Alain, yenilmesi gereken ilk düşmanlar öfke ve mutsuzluktur der. Bazı insanlar öfkeyi öyle içselleştirirler ki onlar için artık öfke bir yaşam içimidir. Bazıları çok alıngandır ve her şeyi üzerlerine alınırlar. Bu da onları öfkelendirir. Bir başka sebep insanların kendilerine olan güvenlerini kaybedip kontrolü de kaybediyor olma hissindendir. Aslında herkes bilir ki öfkeli insan aklını bir kenara bırakır ve sonradan pişman olacağı utanacağı ve kendi kendisine hiç yakıştıramayacağı laflar eder.

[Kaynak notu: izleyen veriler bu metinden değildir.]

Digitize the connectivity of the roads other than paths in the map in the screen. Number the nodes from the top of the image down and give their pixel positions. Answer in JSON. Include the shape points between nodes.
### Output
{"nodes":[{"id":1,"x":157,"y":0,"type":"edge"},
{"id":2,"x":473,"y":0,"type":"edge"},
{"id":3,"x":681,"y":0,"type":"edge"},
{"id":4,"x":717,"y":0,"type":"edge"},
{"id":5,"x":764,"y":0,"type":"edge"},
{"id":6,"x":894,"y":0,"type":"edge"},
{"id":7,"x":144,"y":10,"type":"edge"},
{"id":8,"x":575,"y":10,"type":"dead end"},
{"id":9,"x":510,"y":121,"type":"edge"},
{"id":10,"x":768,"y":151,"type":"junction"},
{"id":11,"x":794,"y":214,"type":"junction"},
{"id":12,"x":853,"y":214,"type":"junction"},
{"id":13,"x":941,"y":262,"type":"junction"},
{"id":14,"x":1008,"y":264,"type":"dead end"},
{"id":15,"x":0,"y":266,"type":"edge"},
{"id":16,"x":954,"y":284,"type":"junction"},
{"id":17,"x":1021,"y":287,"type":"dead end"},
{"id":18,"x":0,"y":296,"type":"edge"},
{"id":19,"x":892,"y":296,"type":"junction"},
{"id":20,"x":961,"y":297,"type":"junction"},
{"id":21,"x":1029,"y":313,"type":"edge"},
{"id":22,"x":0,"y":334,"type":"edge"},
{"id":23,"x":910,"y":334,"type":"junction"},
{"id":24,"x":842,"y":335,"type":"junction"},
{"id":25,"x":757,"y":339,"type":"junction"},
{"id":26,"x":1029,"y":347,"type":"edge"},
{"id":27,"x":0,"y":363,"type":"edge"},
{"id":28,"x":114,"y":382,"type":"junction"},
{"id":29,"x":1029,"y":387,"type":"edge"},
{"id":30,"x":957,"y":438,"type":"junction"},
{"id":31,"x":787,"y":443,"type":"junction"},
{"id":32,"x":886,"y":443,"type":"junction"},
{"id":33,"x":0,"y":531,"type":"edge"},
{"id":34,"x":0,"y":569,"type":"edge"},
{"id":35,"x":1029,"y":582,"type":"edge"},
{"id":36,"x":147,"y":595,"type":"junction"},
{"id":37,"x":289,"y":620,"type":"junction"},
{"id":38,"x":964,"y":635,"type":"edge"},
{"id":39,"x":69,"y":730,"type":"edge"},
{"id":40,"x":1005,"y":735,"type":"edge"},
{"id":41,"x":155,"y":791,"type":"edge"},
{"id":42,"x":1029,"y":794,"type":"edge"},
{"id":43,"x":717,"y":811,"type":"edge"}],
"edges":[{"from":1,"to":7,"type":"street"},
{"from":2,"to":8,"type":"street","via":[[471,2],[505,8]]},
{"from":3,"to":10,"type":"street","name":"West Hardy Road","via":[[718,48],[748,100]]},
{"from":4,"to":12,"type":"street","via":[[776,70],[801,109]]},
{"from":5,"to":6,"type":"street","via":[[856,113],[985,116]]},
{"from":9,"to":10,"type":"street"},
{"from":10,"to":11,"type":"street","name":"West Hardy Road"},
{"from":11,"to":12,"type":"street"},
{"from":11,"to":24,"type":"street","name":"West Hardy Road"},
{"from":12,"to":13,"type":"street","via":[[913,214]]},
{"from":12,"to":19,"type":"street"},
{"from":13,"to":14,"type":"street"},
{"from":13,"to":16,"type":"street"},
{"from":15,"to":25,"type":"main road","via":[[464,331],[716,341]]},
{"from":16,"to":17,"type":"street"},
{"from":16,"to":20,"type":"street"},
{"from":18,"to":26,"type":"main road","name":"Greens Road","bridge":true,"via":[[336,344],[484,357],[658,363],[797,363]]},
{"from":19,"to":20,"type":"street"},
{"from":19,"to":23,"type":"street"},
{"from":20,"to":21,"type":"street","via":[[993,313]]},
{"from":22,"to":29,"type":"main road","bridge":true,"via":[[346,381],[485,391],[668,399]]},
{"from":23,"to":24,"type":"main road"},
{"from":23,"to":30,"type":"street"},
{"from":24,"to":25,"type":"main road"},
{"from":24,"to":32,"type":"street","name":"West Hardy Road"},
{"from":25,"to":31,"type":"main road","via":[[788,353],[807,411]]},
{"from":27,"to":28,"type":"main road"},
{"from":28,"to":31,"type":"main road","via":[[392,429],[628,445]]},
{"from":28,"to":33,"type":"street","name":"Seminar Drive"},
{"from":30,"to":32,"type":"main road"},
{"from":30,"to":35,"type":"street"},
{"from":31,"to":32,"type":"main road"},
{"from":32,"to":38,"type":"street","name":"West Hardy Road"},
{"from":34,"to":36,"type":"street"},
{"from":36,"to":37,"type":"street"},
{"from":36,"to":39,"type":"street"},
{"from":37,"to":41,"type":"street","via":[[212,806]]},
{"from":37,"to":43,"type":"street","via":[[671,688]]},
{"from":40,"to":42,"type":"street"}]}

İnsanı insan yapan duygulardır ve öfke de en tabi bir duygudur. Öfkeyi tetikleyen en temel etkenlerden biri de endişedir. Çok kaygılı olmayan rahat sakin insanlar ile endişeli insanların öfkeli halleri kıyaslanmaz bile. Endişeli kişiler bağırıp çağırmak için sürekli bir bahane bulurlar. Yerine gelmeyen her istekleri, gerçekleşmeyen her istekleri için öfkelenirler. Öfke gelir göz kararır, öfke gider yüz kızarır diye boşuna dememiş eskiler. Yerli yersiz öfkeli davranış gösteren insanlar zamanla saygınlıklarını kaybeder, kendiliğinden yalnızlaşırlar. Çaresizlikleri onları daha da öfkeli yapar ki bu bir çözüm değil çıkmazdır. Çünkü öfke hallerinde insan sağlıklı düşünemez.
Keskin sirke küpüne zarar verir misali “öfkenin ateşi önce sahibini yakar sonra kıvılcımı düşmanına ya ulaşır ya ulaşmaz” demiş Sadi.
Öfkeyi tamamıyla kontrol edemeyiz ama sakin bir şekilde yapacağımız eylemin sebep ve sonuçlarını düşünerek daha sağlıklı kararlar alabiliriz.